EXERCISE INSTRUCTIONS — Copy each line of the data below in which the word "roads" can be found.

(Stored items from a collection)
^^^^^^^^

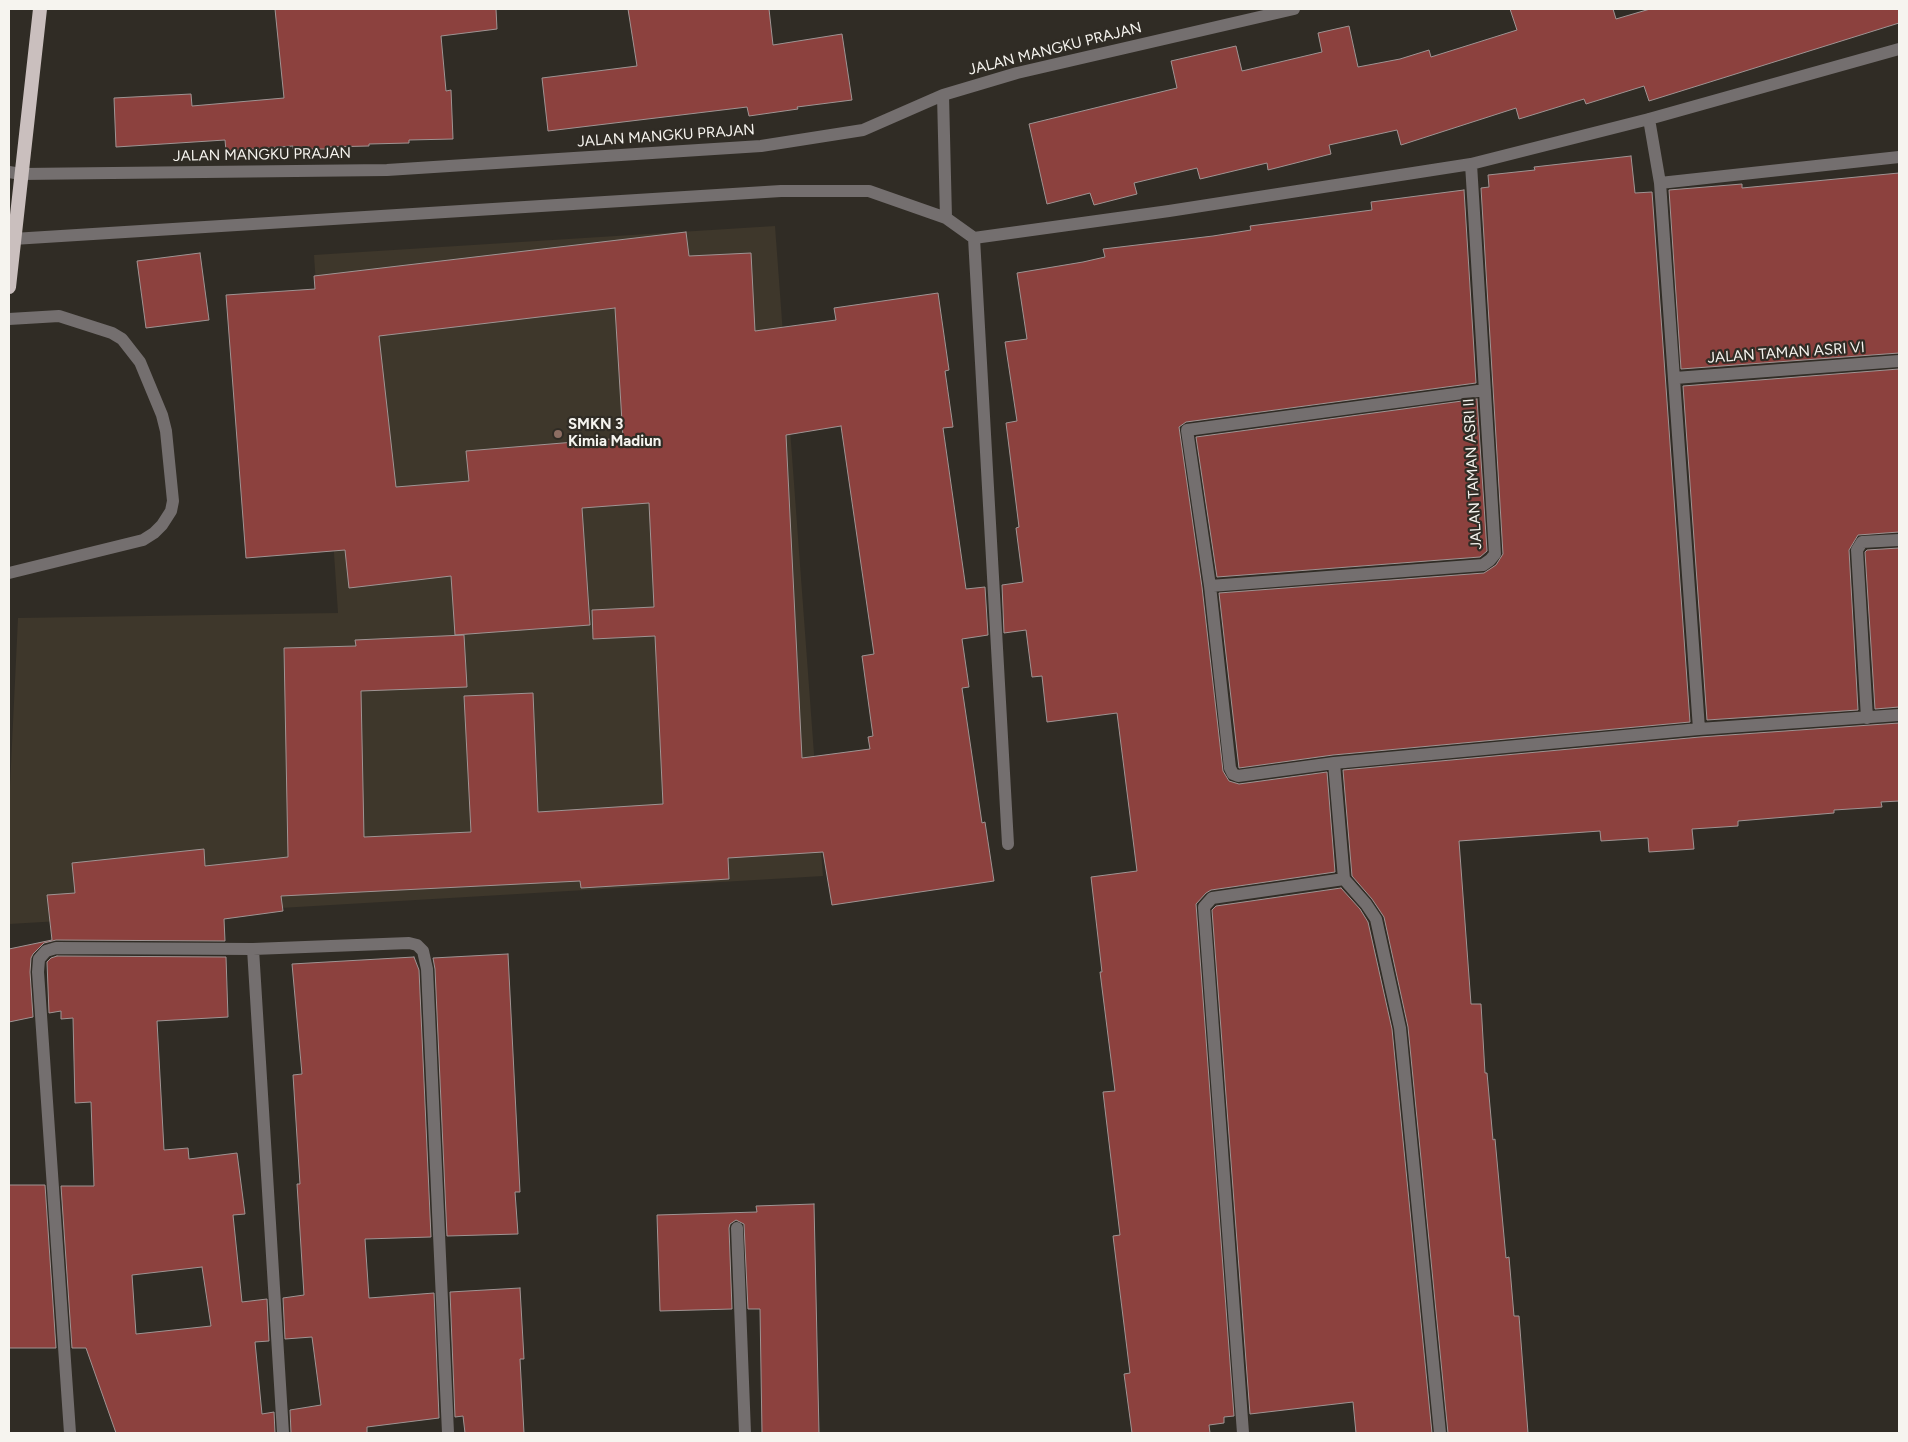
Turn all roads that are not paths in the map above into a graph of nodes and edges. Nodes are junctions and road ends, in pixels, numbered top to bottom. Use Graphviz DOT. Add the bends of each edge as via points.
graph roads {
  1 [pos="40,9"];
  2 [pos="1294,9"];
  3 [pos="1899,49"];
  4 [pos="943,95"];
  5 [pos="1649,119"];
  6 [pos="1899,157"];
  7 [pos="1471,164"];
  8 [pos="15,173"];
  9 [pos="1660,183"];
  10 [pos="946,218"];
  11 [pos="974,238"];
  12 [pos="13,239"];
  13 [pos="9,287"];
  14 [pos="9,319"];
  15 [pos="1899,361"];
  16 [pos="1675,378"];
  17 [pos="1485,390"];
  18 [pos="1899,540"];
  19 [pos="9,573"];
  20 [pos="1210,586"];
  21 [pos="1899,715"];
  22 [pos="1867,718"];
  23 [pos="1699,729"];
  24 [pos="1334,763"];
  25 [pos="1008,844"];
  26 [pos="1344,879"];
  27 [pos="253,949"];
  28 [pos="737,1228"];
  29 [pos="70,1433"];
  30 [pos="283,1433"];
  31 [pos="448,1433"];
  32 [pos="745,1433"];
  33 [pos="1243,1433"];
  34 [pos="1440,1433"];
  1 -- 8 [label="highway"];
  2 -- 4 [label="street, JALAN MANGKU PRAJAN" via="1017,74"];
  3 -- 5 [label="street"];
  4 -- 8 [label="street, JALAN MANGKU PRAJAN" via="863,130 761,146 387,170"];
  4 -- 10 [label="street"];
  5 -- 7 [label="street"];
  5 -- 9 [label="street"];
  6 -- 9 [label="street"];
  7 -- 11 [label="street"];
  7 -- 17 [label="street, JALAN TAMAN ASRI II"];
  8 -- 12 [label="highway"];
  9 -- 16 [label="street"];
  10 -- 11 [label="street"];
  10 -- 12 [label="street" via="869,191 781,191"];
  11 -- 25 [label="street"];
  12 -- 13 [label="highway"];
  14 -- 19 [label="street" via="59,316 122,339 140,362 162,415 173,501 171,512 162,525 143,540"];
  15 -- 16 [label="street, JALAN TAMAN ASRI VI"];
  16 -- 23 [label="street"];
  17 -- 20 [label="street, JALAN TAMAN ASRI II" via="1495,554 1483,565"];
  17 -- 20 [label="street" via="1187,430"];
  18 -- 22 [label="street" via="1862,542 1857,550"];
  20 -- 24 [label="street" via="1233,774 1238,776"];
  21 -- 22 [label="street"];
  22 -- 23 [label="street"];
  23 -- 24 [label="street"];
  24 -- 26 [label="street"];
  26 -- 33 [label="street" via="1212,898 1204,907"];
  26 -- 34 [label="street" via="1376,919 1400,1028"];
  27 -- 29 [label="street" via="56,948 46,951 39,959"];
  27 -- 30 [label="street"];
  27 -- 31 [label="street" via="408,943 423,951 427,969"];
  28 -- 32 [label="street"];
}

^^^^^^^^

RESPONSE —
Turn all roads that are not paths in the map above into a graph of nodes and edges. Nodes are junctions and road ends, in pixels, numbered top to bottom. Use Graphviz DOT. Add the bends of each edge as via points.
graph roads {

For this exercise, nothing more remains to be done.